The president will promote the launch of a bipartisan Quad caucus in the House and Senate to tout the United States’ commitment to the partnership, which the Trump administration has also focused on at the foreign minister level.

But the president’s most personal announcement will be about new joint efforts to fight cancer. Quad leaders will launch a new partnership to reduce cervical cancer in the Indo-Pacific region, a global extension of the president’s flagship “Cancer Moonshot” initiative, a U.S. official said.

These measures should include efforts to provide more cervical cancer screenings in the region and increase vaccinations against the human papillomavirus, or HPV, a leading cause of cervical cancer.

The Cancer Moonshot is one of the president’s most personal initiatives in the White House. The program, which aims to end cancer, was launched when Biden was vice president after his son Beau died of brain cancer. It received a funding boost in 2022, aimed at accelerating cutting-edge cancer research.

The move comes as the president seeks to add a personal touch to his final meeting with Kishida, Australian Prime Minister Anthony Albanese and Indian Prime Minister Narendra Modi.

The president hosted the leaders in Wilmington, a city about 100 miles north of Washington, D.C., and home to about 71,000 people. India was originally scheduled to host the Quad summit this year but agreed to switch roles as Biden’s term winds down. The leaders are meeting ahead of the United Nations General Assembly in New York next week.

Over the course of two days, Biden will host each of the leaders for personal talks at his private residence, where he often travels on weekends. The president met Albanese on Friday and then held similar talks with Kishida and Modi on Saturday.

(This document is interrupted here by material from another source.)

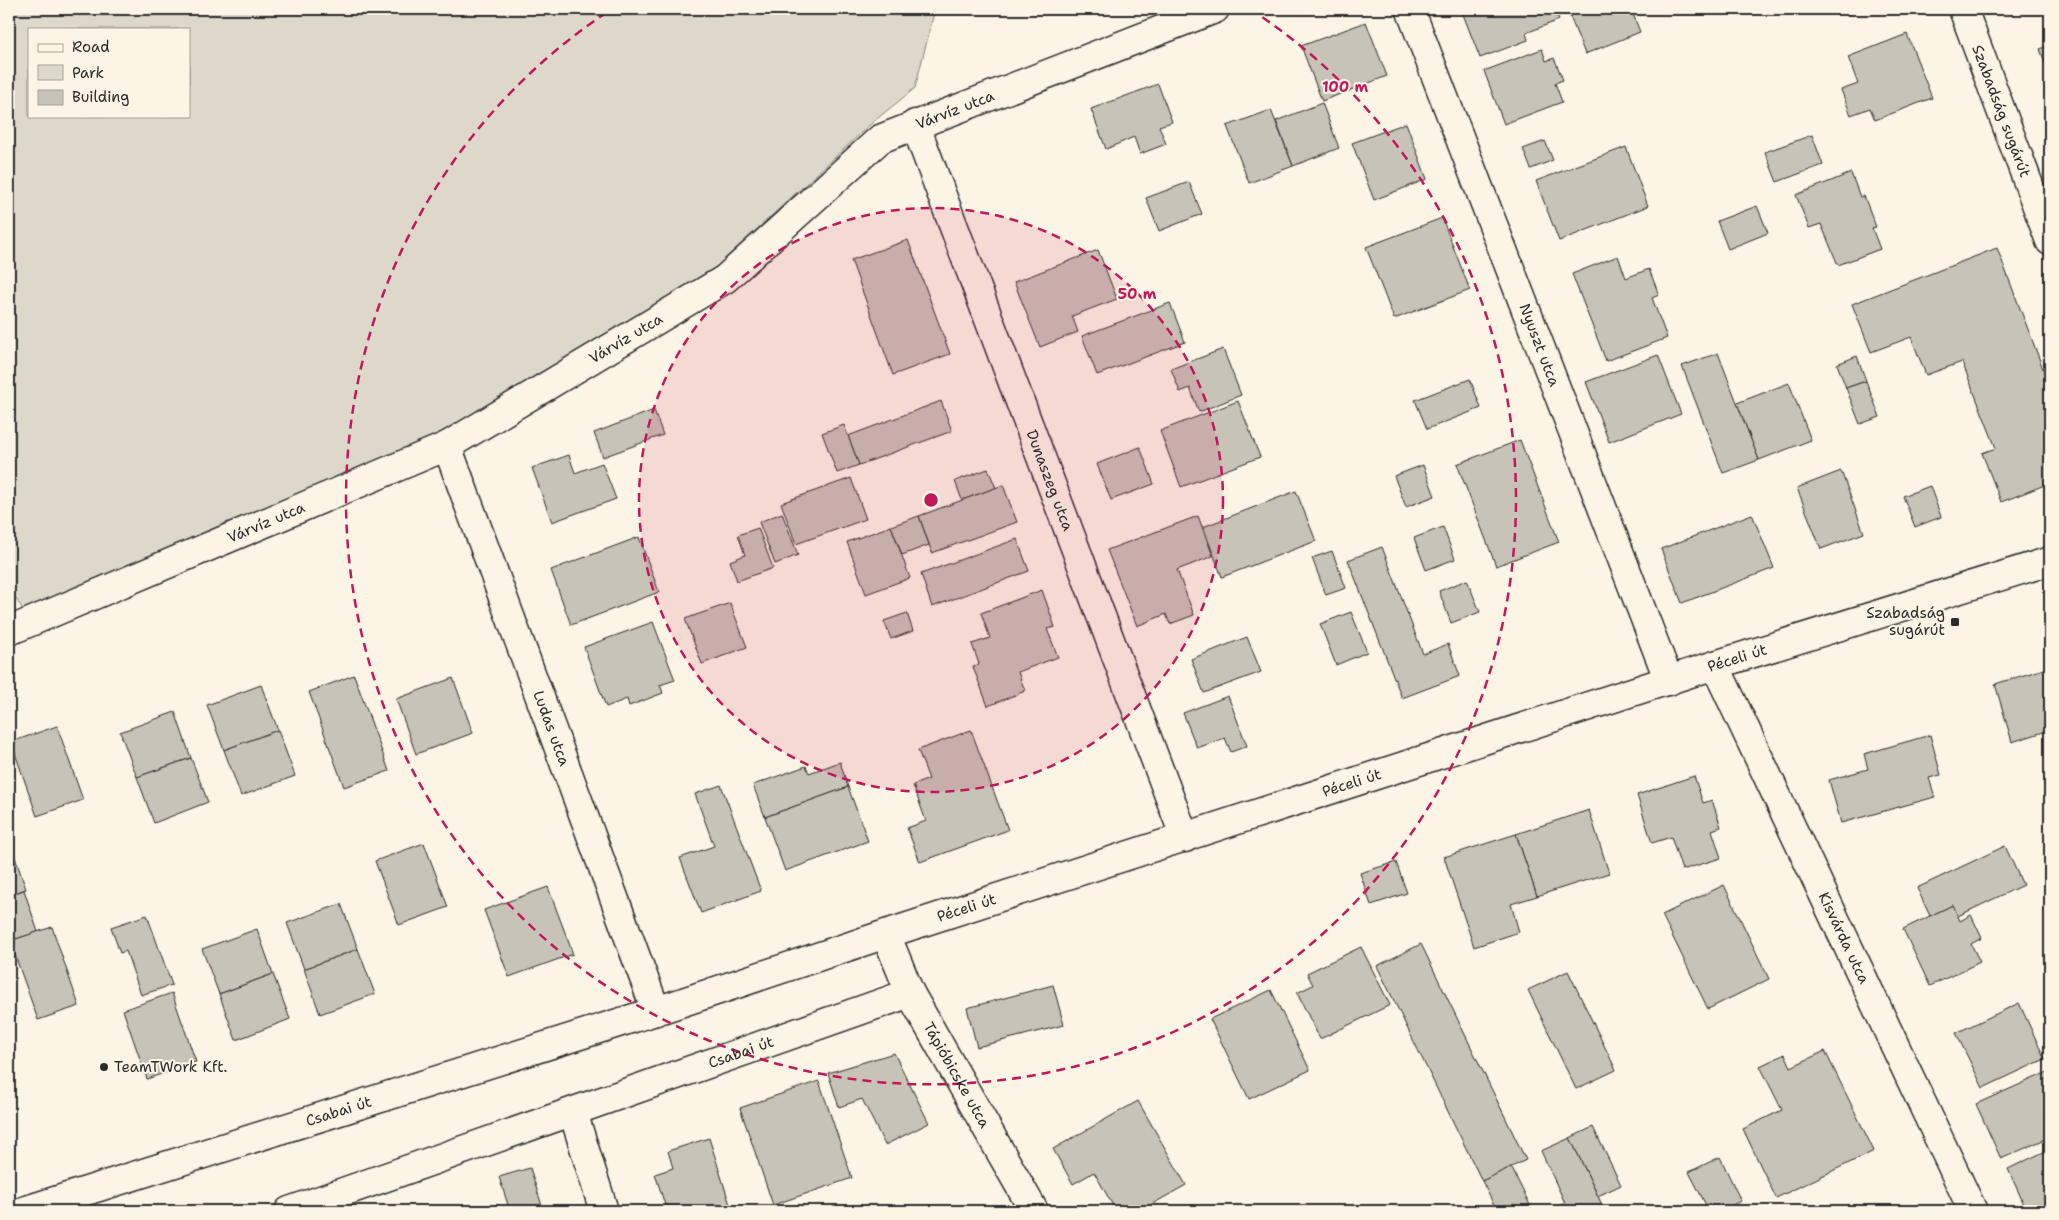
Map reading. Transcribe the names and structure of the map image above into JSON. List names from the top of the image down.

The one-on-one talks are expected to take place behind closed doors, a departure from most of the president’s bilateral meetings, where journalists typically get to attend at least a limited portion of the event.

The Quad’s main gathering will take place at Archmere Academy, the private Catholic school Biden attends in Claymont, Delaware. It will include a leadership meeting, the Cancer Moonshot event and a private dinner.

The president stopped in Archmere Friday night to greet members of the school’s football team, which Biden was a member of during his high school years. When one student asked him what it felt like to be president, Biden replied, “It’s kind of like being class president. No, I’m kidding.”

Several U.S. presidents have used their own homes to maintain personal relationships with world leaders. In 1983, President Ronald Reagan and First Lady Nancy Reagan hosted Queen Elizabeth II and Prince Philip at his ranch in the Santa Ynez Mountains of California.

Plans for horseback riding, a shared pastime, were scrapped due to rain on the day of the visit, but the royals and the Reagans spent time together over a Mexican-style lunch of enchiladas and tacos.

President George W. Bush has hosted Russian President Vladimir Putin at his family home twice: once at his ranch in Crawford, Texas, in 2001, and again in 2007 at Walker’s Point, his family’s estate in Kennebunkport, Maine. During that meeting, the two leaders, accompanied by former President George H. W. Bush, went fishing on the sidelines of discussions on missile defense systems.

Trump has hosted several world leaders at his Mar-a-Lago estate in Palm Beach, Florida, during his time in office. A visit with Japanese Prime Minister Shinzo Abe, which included a day of golf, turned into a full-blown diplomatic strategy session when the two leaders were briefed on an unexpected missile launch by North Korea in the middle of a dinner at the private club.

The two men, aided by the light of their assistants’ cell phones, studied documents together on a dimly lit terrace, in full view of all the club’s members and guests.

As Biden turns to his own local diplomacy this weekend, Kirby said he is working to “show them a place and a community that shaped so much of the public servant and leader he has become.”

He added: “It also reflects his belief that, like politics, foreign policy is also a personal matter.”

This story has been updated with additional reporting.